The purpose of the creators, however, was to expel these distinctions over the consequent years which can be understood from Article 44 of the Indian Constitution where the State is coordinated to go for framing a UCC when they think fit and to annul such different types of personal laws.
Throughout the years, the country has advanced and so have the mindsets of the people. Laws have turned out to be not the same as religion. Laws, for example, criminal laws, property laws, and IPRs have picked up uniformity and are appropriate to the entire of India. Nonetheless, personal laws don’t discover such uniformity. The Preamble of the Indian Constitution contains “secular” in it yet the whole reason for such a word is lost wherein the personal laws of the country are isolating the people on the premise of religion.

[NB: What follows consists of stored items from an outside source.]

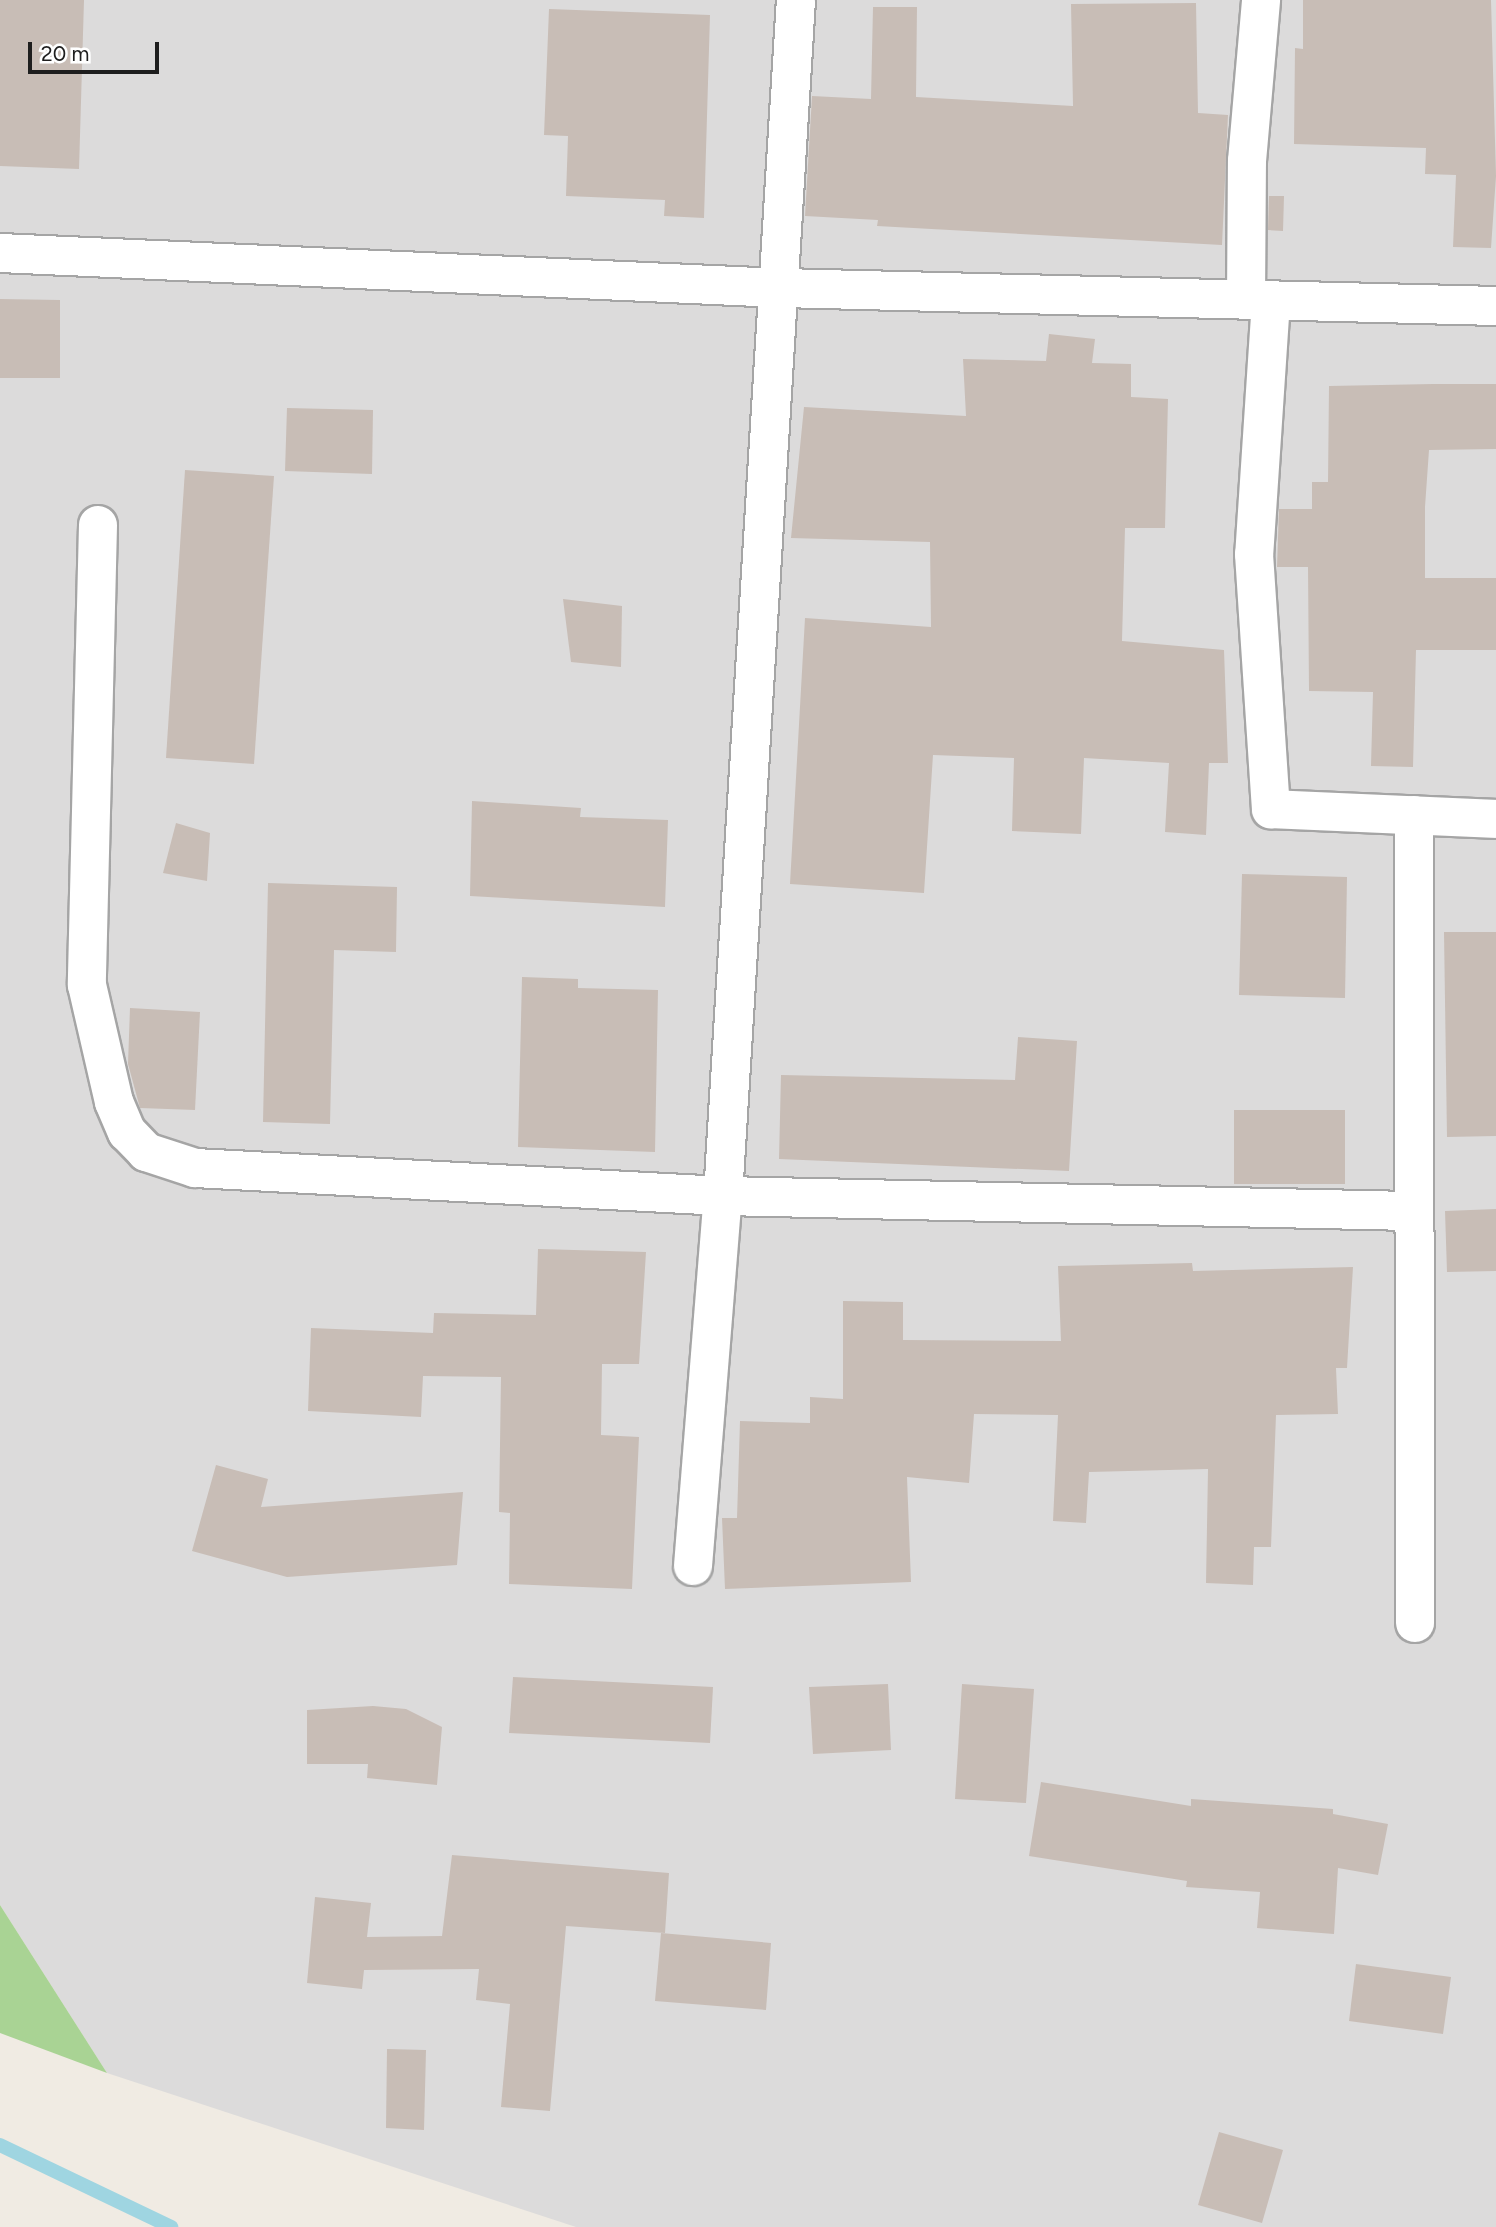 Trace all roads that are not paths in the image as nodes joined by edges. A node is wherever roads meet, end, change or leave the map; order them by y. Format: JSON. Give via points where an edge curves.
{"nodes":[{"id":1,"x":796,"y":0,"type":"edge"},
{"id":2,"x":1261,"y":0,"type":"edge"},
{"id":3,"x":0,"y":253,"type":"edge"},
{"id":4,"x":780,"y":288,"type":"junction"},
{"id":5,"x":1259,"y":300,"type":"junction"},
{"id":6,"x":1496,"y":306,"type":"edge"},
{"id":7,"x":99,"y":525,"type":"dead end"},
{"id":8,"x":1414,"y":815,"type":"junction"},
{"id":9,"x":1496,"y":819,"type":"edge"},
{"id":10,"x":723,"y":1196,"type":"junction"},
{"id":11,"x":1413,"y":1210,"type":"junction"},
{"id":12,"x":693,"y":1566,"type":"dead end"},
{"id":13,"x":1415,"y":1623,"type":"dead end"}],
"edges":[{"from":1,"to":4,"type":"street"},
{"from":2,"to":5,"type":"street","via":[[1247,161]]},
{"from":3,"to":4,"type":"street"},
{"from":4,"to":5,"type":"street"},
{"from":4,"to":10,"type":"street"},
{"from":5,"to":6,"type":"street"},
{"from":5,"to":8,"type":"street","via":[[1254,554],[1271,809]]},
{"from":7,"to":10,"type":"street","via":[[88,985],[114,1102],[127,1132],[146,1152],[195,1168]]},
{"from":8,"to":9,"type":"street"},
{"from":8,"to":11,"type":"street"},
{"from":10,"to":11,"type":"street"},
{"from":10,"to":12,"type":"street"},
{"from":11,"to":13,"type":"street"}]} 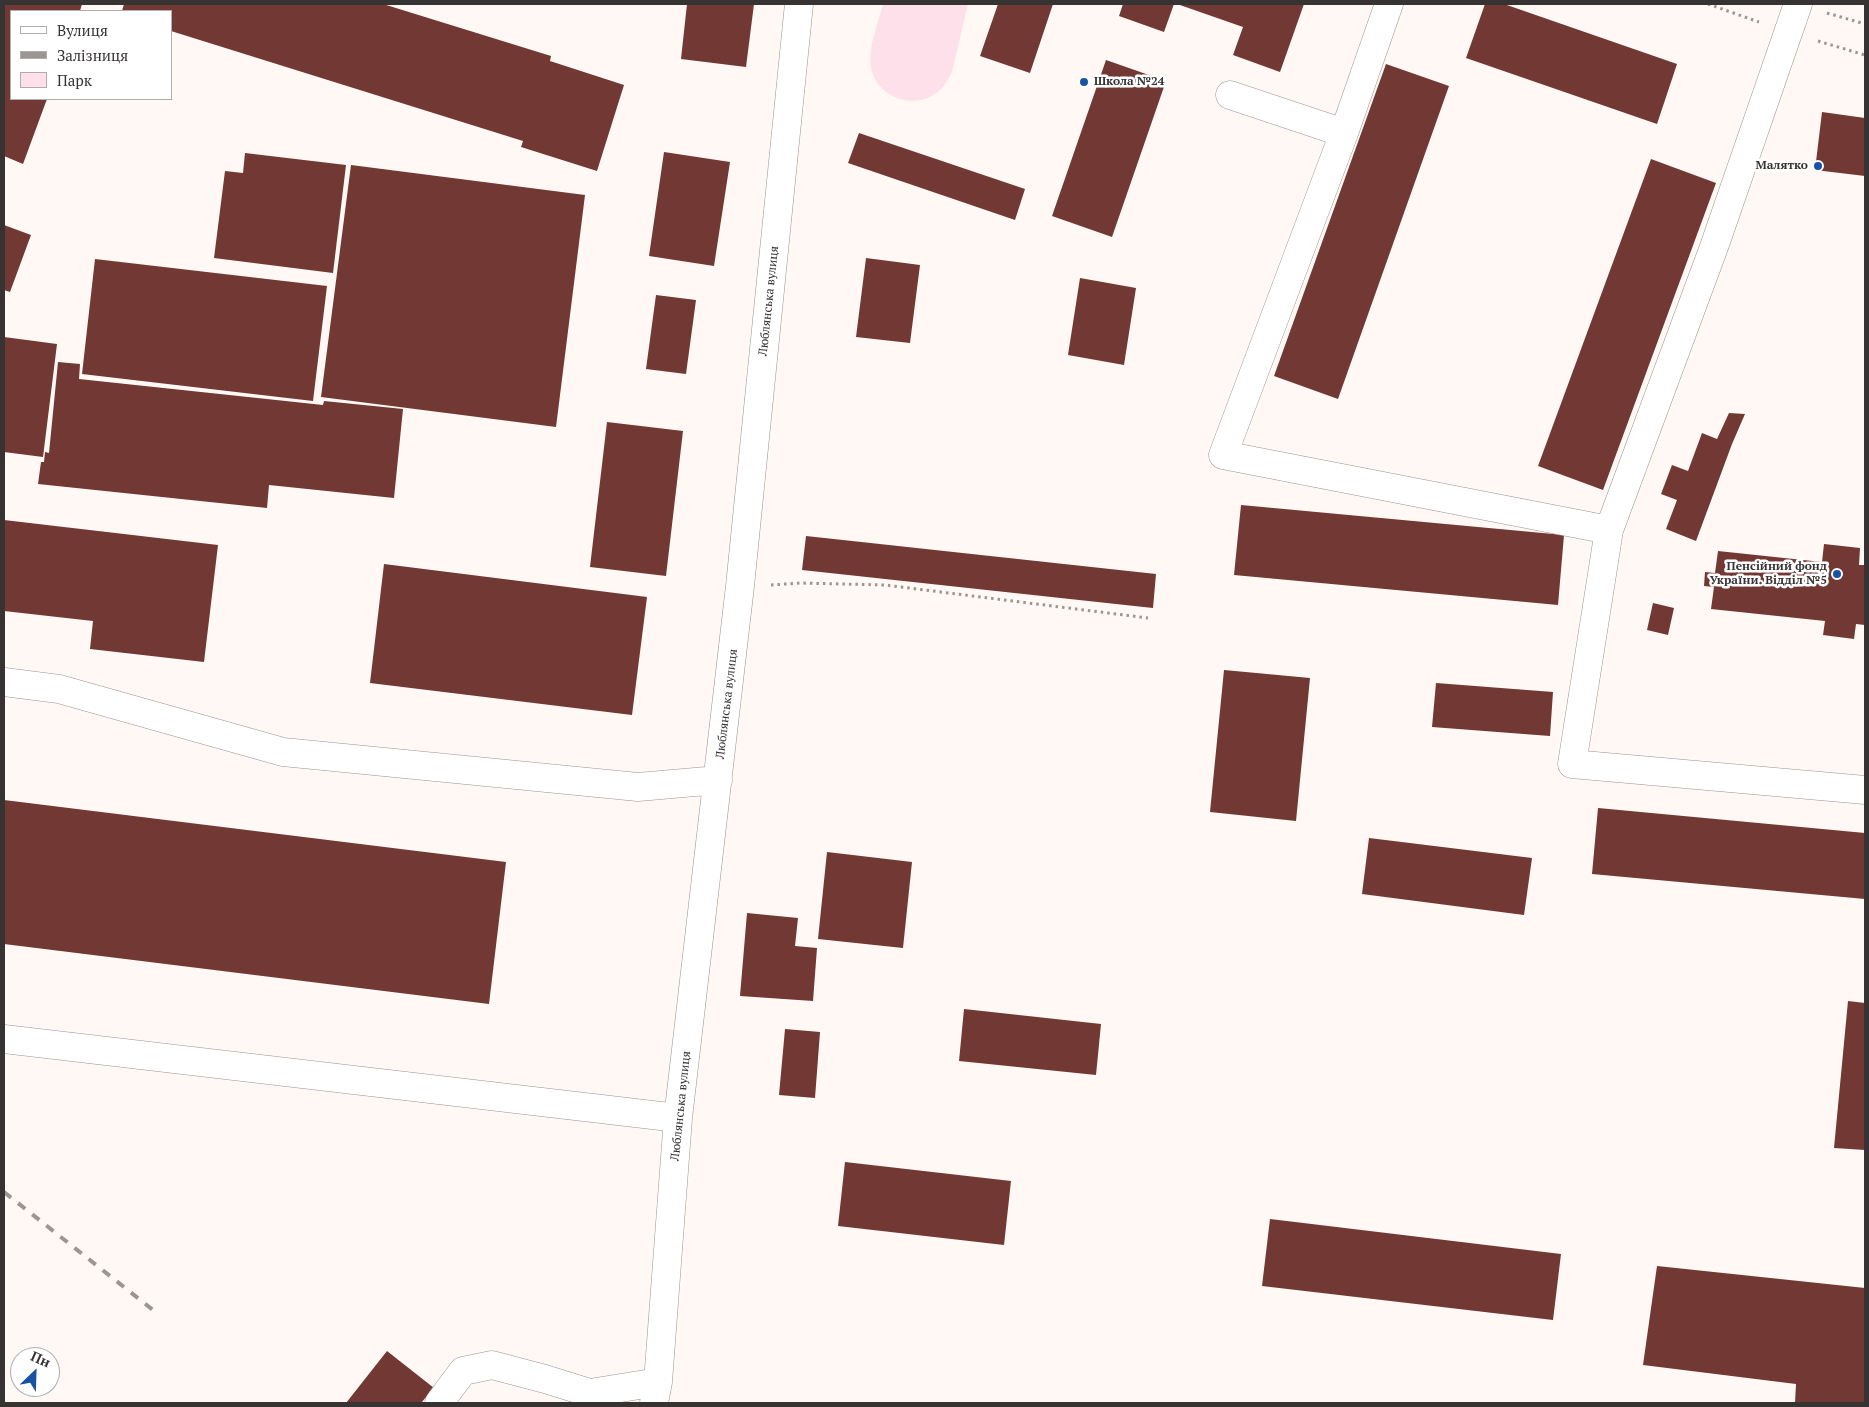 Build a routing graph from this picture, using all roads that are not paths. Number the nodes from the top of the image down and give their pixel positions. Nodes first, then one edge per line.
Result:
1 (799, 4) edge
2 (1389, 4) edge
3 (1798, 4) edge
4 (1230, 95) dead end
5 (1344, 133) junction
6 (1609, 530) junction
7 (4, 682) edge
8 (718, 780) junction
9 (1865, 790) edge
10 (4, 1039) edge
11 (678, 1118) junction
12 (656, 1392) edge
13 (439, 1403) edge

1 - 8 street, Люблянська вулиця
2 - 5 street
3 - 6 street
4 - 5 street
5 - 6 street
6 - 9 street
7 - 8 street
8 - 11 street, Люблянська вулиця
10 - 11 street
11 - 12 street, Люблянська вулиця
12 - 13 street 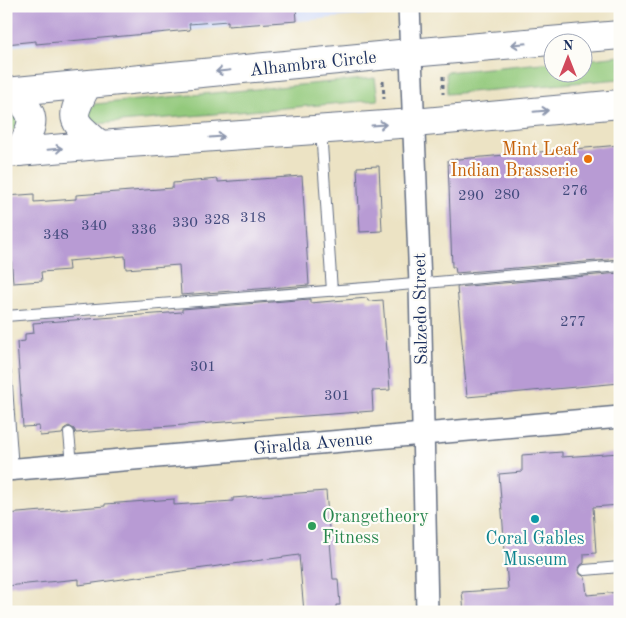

However, is the whole of India ready to employ the concept of UCC like the state of Goa? The present government had made a huge hue and cry with the way that they needed to abolish certain patterns in the Islamic personal laws in the country, such as Triple Talaq. At the same time, we should simply take an interruption there and consider it. Why concentrate on a specific sect of the country? Certainly, these are negatives that ought to be expelled from society, but does it really imply that the Islamic community should confront a change because of it?
UNIFORM CIVIL CODE OR UNIFORMITY OF RIGHTS
It is an erroneous perception that our country has different personal laws because of religious diversity. As a matter of fact, the law differs from state to state. It appears that the framers of the Constitution did not intend total uniformity in the sense of one law for the whole country because the power to legislate in respect of personal laws has been given to both Parliament as well as state assemblies. Thus, personal laws can differ within the states and the Union. What we need is not a Uniform Civil Code but the uniformity of rights across different religions.
For this, we need to follow the premise, of “Reform from Within” in the same way Hindu law was reformed, Christian Law was reformed, and Muslim law has been reformed without invoking any major political controversy. The present controversy is entirely unwarranted and best avoided.
It isn’t the right time to introduce the UCC in the country’s political situation, on the grounds that the code which will be drafted will be heavily influenced by the Hindu personal Laws which can be derived from seeing the patterns of the approaches presented by the present government and subsequently, the entire rationale of building up a UCC will be lost until the end of time.